Amortization refers to the process of paying off a mortgage loan over time through regular payments. For a traditional mortgage loan, an amortization schedule shows the amount of principal and the amount of interest each payment is made of up until the loan is paid off. Each payment is typically the same amount early in the schedule, with most of that payment going towards interest. As the end of the loan term approaches, most of the payment goes towards the loan’s principal. The last entry on the amortization schedule shows how much interest and principal payments the borrower pays over the term of the loan. But an amortization schedule for a reverse mortgage is a negative amortized schedule, meaning the balance of the loan increases as time goes on, since your interest obligation is compounded, and it is repaid all at once.

What is a reverse mortgage amortization schedule?

A reverse mortgage amortization schedule summarizes important information for borrowers and typically includes the numbered years of the loan, the interest rate, remaining home equity by year, growth of line of credit, how the interest accumulates over the course of the reverse mortgage loan, and the loan balance. A reverse mortgage amortization schedule is crucial for helping borrowers estimate how much they will owe once the loan is due, which occurs when the last borrower passes away or moves out of the home, at which point the home is typically sold, and the proceeds are used to repay the loan.

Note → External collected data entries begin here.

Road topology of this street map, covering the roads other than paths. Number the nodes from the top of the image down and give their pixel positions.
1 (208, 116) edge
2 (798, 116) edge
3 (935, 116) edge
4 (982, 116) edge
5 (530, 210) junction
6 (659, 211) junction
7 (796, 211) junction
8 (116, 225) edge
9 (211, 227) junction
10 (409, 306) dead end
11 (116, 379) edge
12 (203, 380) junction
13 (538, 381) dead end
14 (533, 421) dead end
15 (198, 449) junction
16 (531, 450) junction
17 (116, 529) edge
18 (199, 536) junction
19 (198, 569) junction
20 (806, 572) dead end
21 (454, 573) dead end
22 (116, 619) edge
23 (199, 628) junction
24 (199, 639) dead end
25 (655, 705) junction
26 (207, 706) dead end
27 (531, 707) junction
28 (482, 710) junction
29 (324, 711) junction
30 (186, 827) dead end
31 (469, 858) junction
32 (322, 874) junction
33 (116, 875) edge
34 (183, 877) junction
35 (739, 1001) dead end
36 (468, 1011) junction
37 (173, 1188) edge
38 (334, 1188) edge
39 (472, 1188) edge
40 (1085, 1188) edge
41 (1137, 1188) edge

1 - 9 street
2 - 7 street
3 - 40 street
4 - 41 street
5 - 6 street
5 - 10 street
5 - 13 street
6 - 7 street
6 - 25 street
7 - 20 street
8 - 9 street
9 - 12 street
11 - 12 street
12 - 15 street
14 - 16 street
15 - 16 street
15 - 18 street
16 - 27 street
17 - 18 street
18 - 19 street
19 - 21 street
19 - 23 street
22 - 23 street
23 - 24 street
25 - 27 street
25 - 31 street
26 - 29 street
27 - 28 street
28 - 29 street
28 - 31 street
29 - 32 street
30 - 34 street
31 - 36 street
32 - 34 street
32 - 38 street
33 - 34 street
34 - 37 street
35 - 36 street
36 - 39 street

Because borrowers of reverse mortgage loans don’t have to make monthly payments, the loan balance will continue to grow to the point that 15 years from now, it could accrue interest twice as fast as the current rate. It’s important to know that the lender will use a variable interest rate to calculate the interest owed at the end of the term, which means the rate can change monthly, or annually, depending on the specific loan conditions. But, just because monthly payments aren’t required, borrowers can still choose to repay the interest each month to keep the mortgage balance amortizing positively, without worrying about pre-payment penalties. Borrowers could add their annual interest and mortgage insurance and divide by twelve months to come up with a monthly payment figure.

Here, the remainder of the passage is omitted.